First let's copy the previously created `preprocessing.py` script to `code` folder for next `run` method

In [None]:
!mkdir code
!cp preprocessing.py ./code

Below, you walk through how to create a processing container, and how to use a `ScriptProcessor` to run your own code within a container.  You can provide your own dependencies inside this container to run your processing script with.

In [None]:
!mkdir docker

This is the Dockerfile to create the processing container. Install `opencv`,`tqdm` and `Pillow` into it. You can install your own dependencies.

In [None]:
%%writefile docker/Dockerfile

FROM python:3.7-slim-buster

RUN apt-get update && apt-get install -y python3-opencv
RUN pip3 install Pillow opencv-python tqdm
ENV PYTHONUNBUFFERED=TRUE

ENTRYPOINT ["python3"]

This block of code builds the container using the `docker` command, creates an Amazon Elastic Container Registry (Amazon ECR) repository, and pushes the image to Amazon ECR.

In [None]:
import boto3

account_id = boto3.client("sts").get_caller_identity().get("Account")
ecr_repository = "sagemaker-processing-container"
tag = ":latest"

uri_suffix = "amazonaws.com"
if region in ["cn-north-1", "cn-northwest-1"]:
    uri_suffix = "amazonaws.com.cn"
processing_repository_uri = "{}.dkr.ecr.{}.{}/{}".format(
    account_id, region, uri_suffix, ecr_repository + tag
)

# Create ECR repository and push docker image
!docker build -t $ecr_repository docker
!$(aws ecr get-login --region $region --registry-ids $account_id --no-include-email)
!aws ecr create-repository --repository-name $ecr_repository
!docker tag {ecr_repository + tag} $processing_repository_uri
!docker push $processing_repository_uri

The `ScriptProcessor` class lets you run a command inside this container, which you can use to run your own script.

In [None]:
from sagemaker.processing import ScriptProcessor

script_processor = ScriptProcessor(
    command=["python3"],
    image_uri=processing_repository_uri,
    role=role,
    instance_count=1,
    instance_type="ml.m5.xlarge",
)

Run the same `preprocessing.py` script you created above, inside of the Docker container you built in this notebook.
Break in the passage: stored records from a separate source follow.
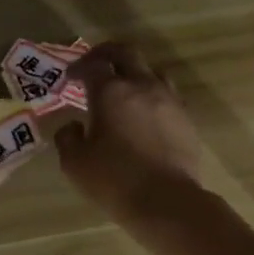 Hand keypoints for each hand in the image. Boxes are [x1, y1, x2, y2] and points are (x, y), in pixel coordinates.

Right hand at [54, 43, 202, 227]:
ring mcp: (169, 100)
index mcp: (111, 92)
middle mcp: (142, 86)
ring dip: (134, 73)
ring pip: (151, 71)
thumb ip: (68, 138)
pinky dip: (151, 96)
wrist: (166, 201)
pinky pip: (167, 95)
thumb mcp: (75, 163)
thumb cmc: (114, 180)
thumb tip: (73, 126)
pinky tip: (144, 115)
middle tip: (94, 65)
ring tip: (123, 89)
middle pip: (126, 53)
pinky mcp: (185, 119)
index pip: (92, 65)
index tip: (69, 78)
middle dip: (106, 54)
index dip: (78, 66) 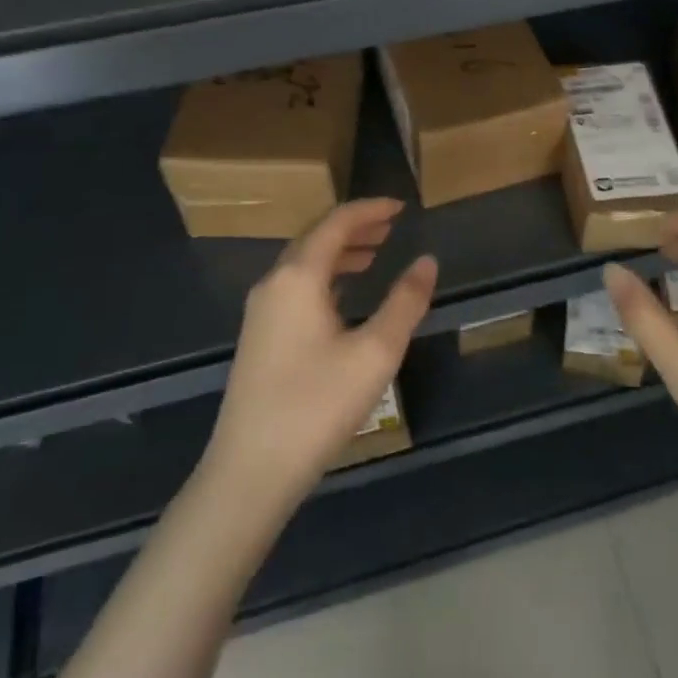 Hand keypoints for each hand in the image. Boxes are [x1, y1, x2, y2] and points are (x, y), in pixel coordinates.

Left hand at [202, 199, 437, 514]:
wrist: (249, 471)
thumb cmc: (317, 405)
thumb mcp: (375, 353)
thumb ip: (405, 302)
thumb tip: (427, 261)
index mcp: (298, 276)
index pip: (336, 223)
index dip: (370, 209)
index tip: (400, 206)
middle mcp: (274, 283)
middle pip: (316, 237)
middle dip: (354, 228)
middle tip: (390, 228)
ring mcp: (261, 311)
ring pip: (303, 263)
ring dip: (339, 252)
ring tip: (374, 255)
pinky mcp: (259, 336)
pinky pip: (295, 286)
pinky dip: (325, 277)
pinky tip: (344, 296) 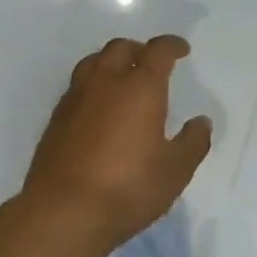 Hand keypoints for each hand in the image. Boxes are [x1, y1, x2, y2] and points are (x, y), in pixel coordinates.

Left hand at [21, 34, 212, 250]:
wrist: (64, 211)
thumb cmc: (128, 187)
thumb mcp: (175, 170)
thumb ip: (192, 142)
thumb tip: (201, 122)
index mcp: (140, 87)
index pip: (157, 51)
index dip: (171, 46)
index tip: (181, 50)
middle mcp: (105, 83)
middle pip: (119, 48)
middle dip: (138, 49)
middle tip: (151, 63)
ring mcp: (75, 98)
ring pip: (92, 63)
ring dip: (110, 62)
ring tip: (122, 79)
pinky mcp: (55, 119)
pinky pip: (77, 87)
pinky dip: (93, 86)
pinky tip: (98, 108) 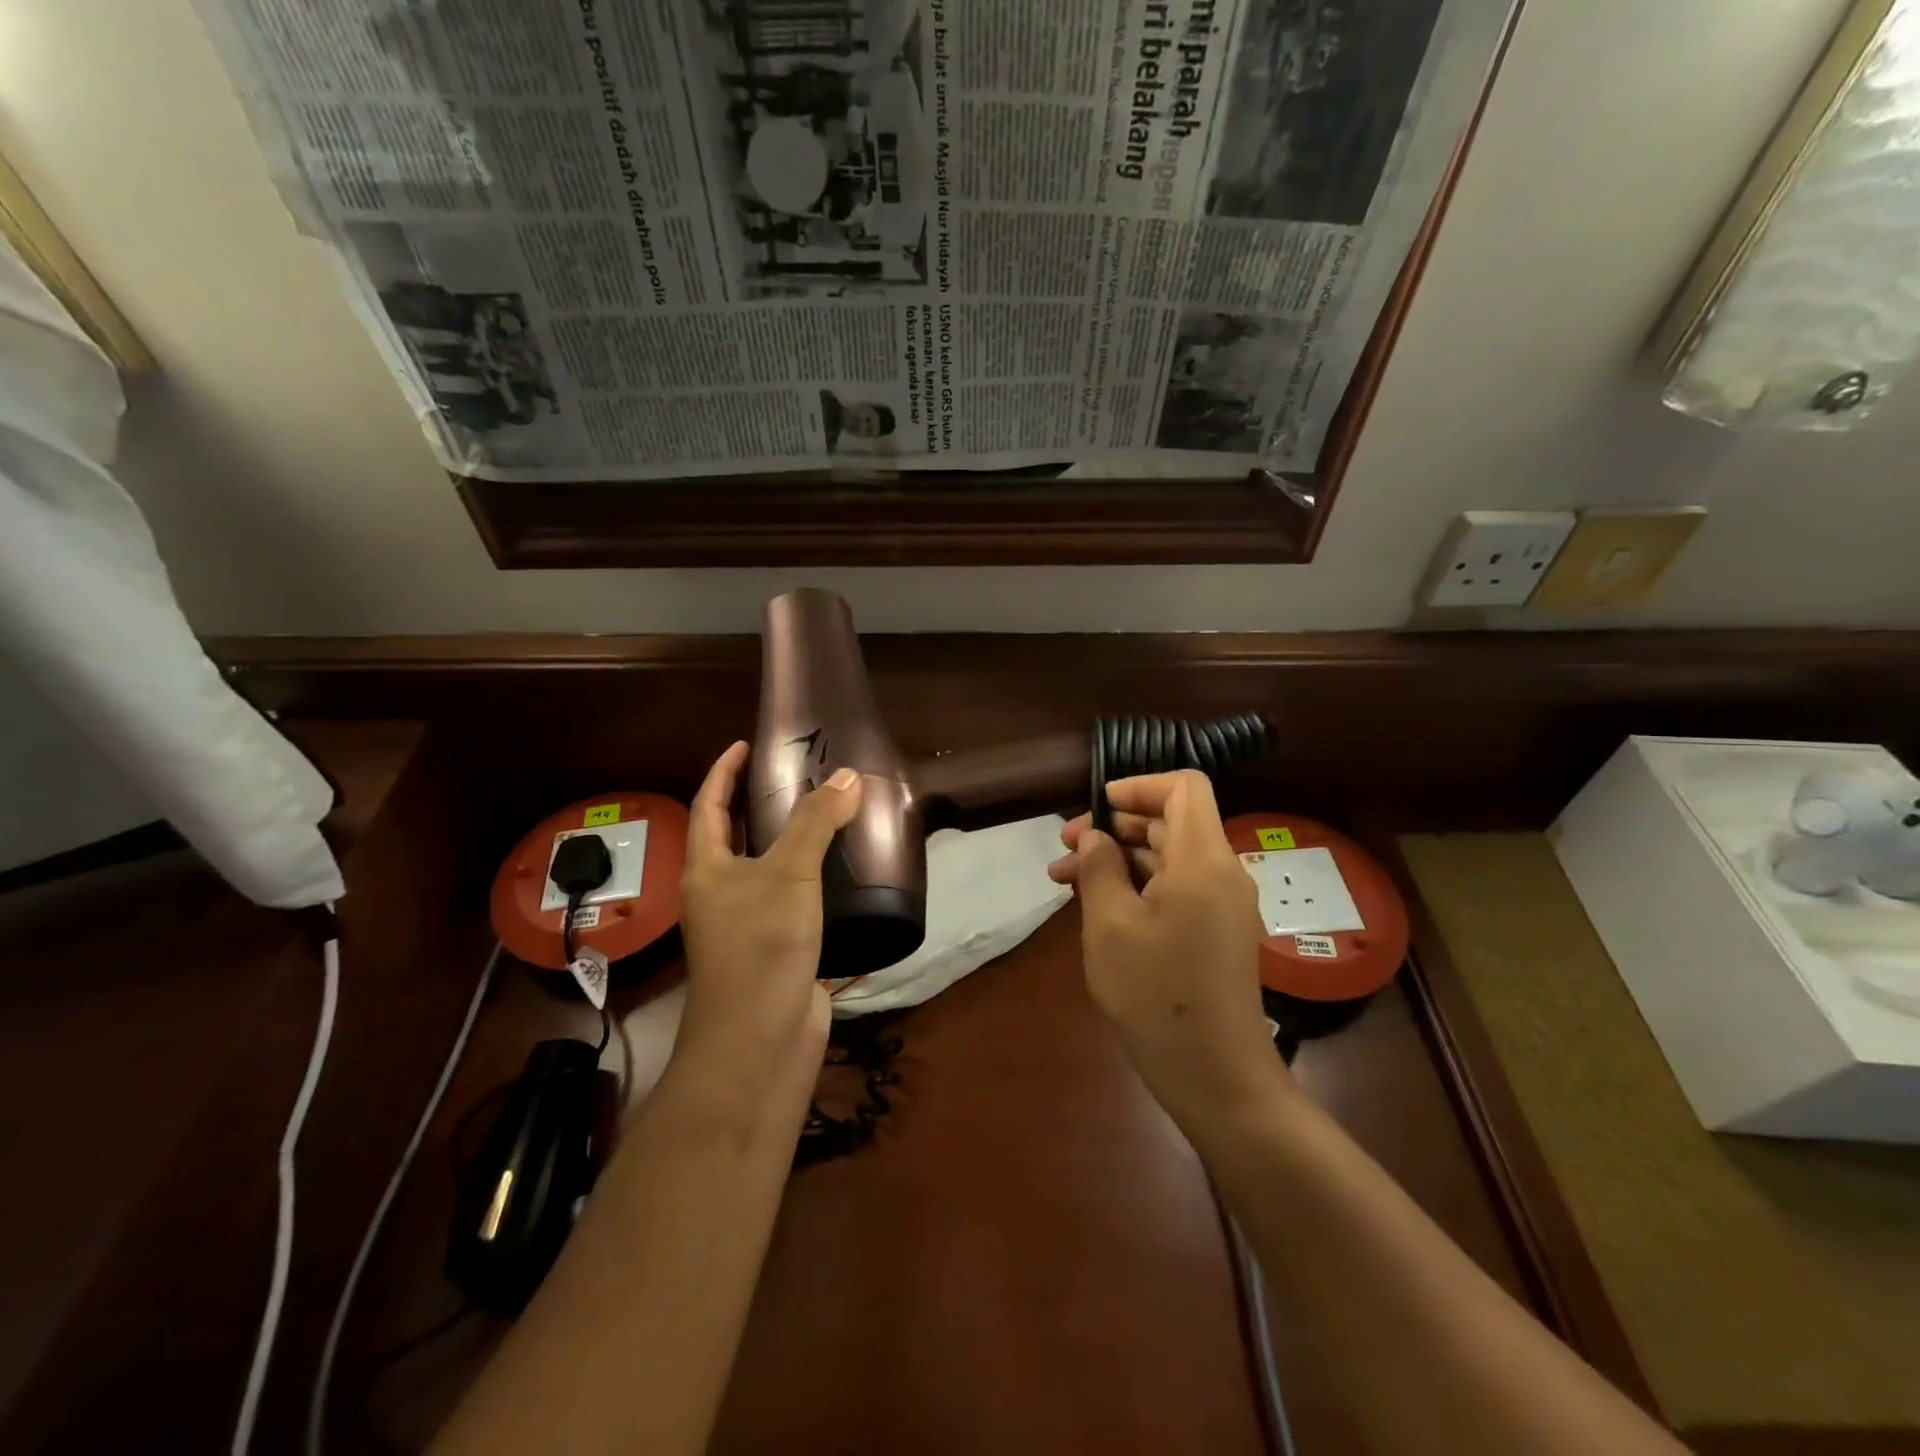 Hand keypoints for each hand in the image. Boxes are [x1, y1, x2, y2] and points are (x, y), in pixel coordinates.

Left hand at [679, 741, 863, 1096]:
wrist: (761, 1039)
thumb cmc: (761, 946)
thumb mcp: (789, 874)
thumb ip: (816, 823)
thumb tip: (846, 776)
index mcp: (706, 870)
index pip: (708, 805)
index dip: (724, 772)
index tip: (745, 744)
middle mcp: (719, 894)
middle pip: (734, 837)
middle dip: (758, 804)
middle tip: (796, 775)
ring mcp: (747, 924)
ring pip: (767, 869)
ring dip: (790, 842)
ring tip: (827, 814)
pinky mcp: (777, 948)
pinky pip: (793, 900)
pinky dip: (812, 879)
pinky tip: (843, 872)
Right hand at [1048, 770, 1288, 1125]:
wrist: (1215, 1075)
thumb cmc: (1156, 995)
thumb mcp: (1110, 926)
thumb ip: (1099, 869)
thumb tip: (1095, 837)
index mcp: (1202, 859)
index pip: (1184, 787)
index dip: (1139, 786)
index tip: (1096, 807)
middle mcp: (1221, 872)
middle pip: (1171, 822)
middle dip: (1115, 826)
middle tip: (1065, 849)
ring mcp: (1222, 904)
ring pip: (1168, 857)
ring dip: (1119, 859)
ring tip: (1065, 880)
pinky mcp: (1217, 931)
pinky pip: (1177, 888)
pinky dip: (1138, 885)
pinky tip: (1098, 907)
You can add the dependencies to the Docker image, and run your own pre-processing, feature-engineering, and model evaluation scripts inside of this container. We provide the run method `SKLearnProcessor.run()` the S3 input location through `ProcessingInput`, the S3 output location using `ProcessingOutput` and the associated arguments to run the script

In [None]:
script_processor.run(
    code="preprocessing.py",
    inputs=[ProcessingInput(source=input_data, destination="/opt/ml/processing/input")],
    outputs=[
        ProcessingOutput(source="/opt/ml/processing/output", destination=output_data)
    ],
    arguments=["--img_size", "1700", "--src_prefix", "abc", "--dest_prefix", "abc"],
)
script_processor_job_description = script_processor.jobs[-1].describe()
print(script_processor_job_description)

The script will process images located in your S3 input location from a subfolder named "abc" (src_prefix) and will put to processed images to the output location in a sub folder named "abc" (dest_prefix)

## Summary

You saw how to create a processing container, and how to use a `ScriptProcessor` to run your own code within a container.